Below is our frontend configuration.
frontend lb_01
bind 192.168.43.62:80 # Bind HAProxy to port 80
default_backend webapp_backends # Define default backend servers
option forwardfor # Add HTTP header "X-Forwarded-For" to requests
- bind setting assigns a listener to a given IP address and port.
default_backend
gives the name of abackend
to send traffic to.- option forwardfor enables HTTP header “X-Forwarded-For” on all HAProxy requests sent to the server. This header contains a value representing the client’s IP address
The backend configuration section;
backend webapp_backends
balance roundrobin
server webapp_01.example.com 192.168.43.252:80 check
server webapp_02.example.com 192.168.43.174:80 check
- balance setting defines the roundrobin load balancer scheduling algorithm.
- server setting specify the servers available in the back end.
- check – enables health checks on the server. By default, a server is always considered available.
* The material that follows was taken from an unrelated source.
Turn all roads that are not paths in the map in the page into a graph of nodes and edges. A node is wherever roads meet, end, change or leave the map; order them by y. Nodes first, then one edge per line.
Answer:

If set, the server is available when accepting periodic TCP connections, to ensure that it is really able to serve requests.
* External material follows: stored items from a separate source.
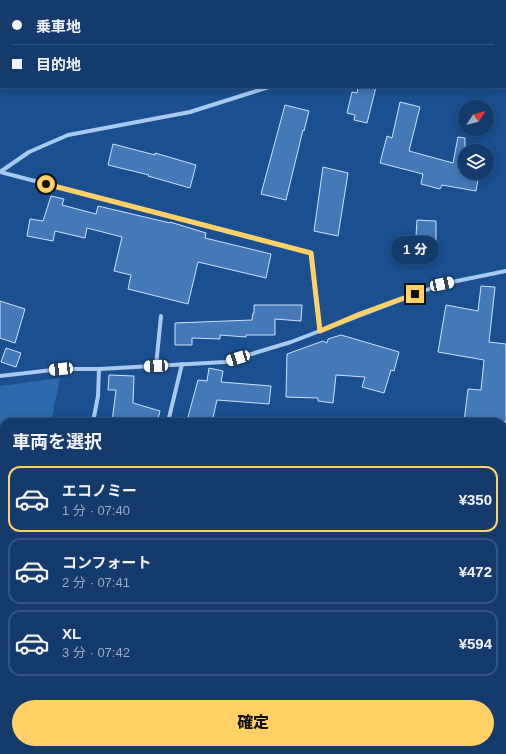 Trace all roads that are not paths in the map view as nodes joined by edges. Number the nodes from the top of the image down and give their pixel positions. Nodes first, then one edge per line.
1 (266, 88) edge
2 (0, 172) edge
3 (506, 271) edge
4 (161, 316) dead end
5 (320, 331) junction
6 (182, 364) junction
7 (156, 366) junction
8 (99, 369) junction
9 (0, 376) edge
10 (94, 418) edge
11 (169, 418) edge

1 - 2 street
2 - 5 street
3 - 5 street
4 - 7 street
5 - 6 street
6 - 7 street
6 - 11 street
7 - 8 street
8 - 9 street
8 - 10 street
Additionally, we are going to define the listener statistics section.
listen stats
bind 192.168.43.62:80 # Bind stats to port 80
stats enable # enable statistics reports
stats hide-version # Hide the version of HAProxy
stats refresh 30s # HAProxy refresh time
stats show-node # Shows the hostname of the node
stats auth admin:P@ssword # Authentication for Stats page
stats uri /lb_stats # Statistics URL
Finally, our HAProxy configuration file looks like in below (without comments);
global
log 127.0.0.1 local2
chroot /var/lib/haproxy
pidfile /var/run/haproxy.pid
maxconn 4000
user haproxy
group haproxy
daemon
stats socket /var/lib/haproxy/stats
ssl-default-bind-ciphers PROFILE=SYSTEM
ssl-default-server-ciphers PROFILE=SYSTEM
defaults
mode http
log global
option httplog
option dontlognull
option http-server-close
option forwardfor except 127.0.0.0/8
option redispatch
retries 3
timeout http-request 10s
timeout queue 1m
timeout connect 10s
timeout client 1m
timeout server 1m
timeout http-keep-alive 10s
timeout check 10s
maxconn 3000
frontend lb_01
bind 192.168.0.102:80 # Bind HAProxy to port 80
default_backend webapp_backends # Define default backend servers
option forwardfor # Add HTTP header "X-Forwarded-For" to requests
backend webapp_backends
balance roundrobin
server webapp_01.example.com 192.168.0.110:80 check
server webapp_02.example.com 192.168.0.104:80 check
listen stats
bind 192.168.0.102:80 # Bind stats to port 80
stats enable # enable statistics reports
stats hide-version # Hide the version of HAProxy
stats refresh 30s # HAProxy refresh time
stats show-node # Shows the hostname of the node
stats auth admin:P@ssword # Authentication for Stats page
stats uri /lb_stats # Statistics URL
To read more about the configuration options used here, check the documentation page.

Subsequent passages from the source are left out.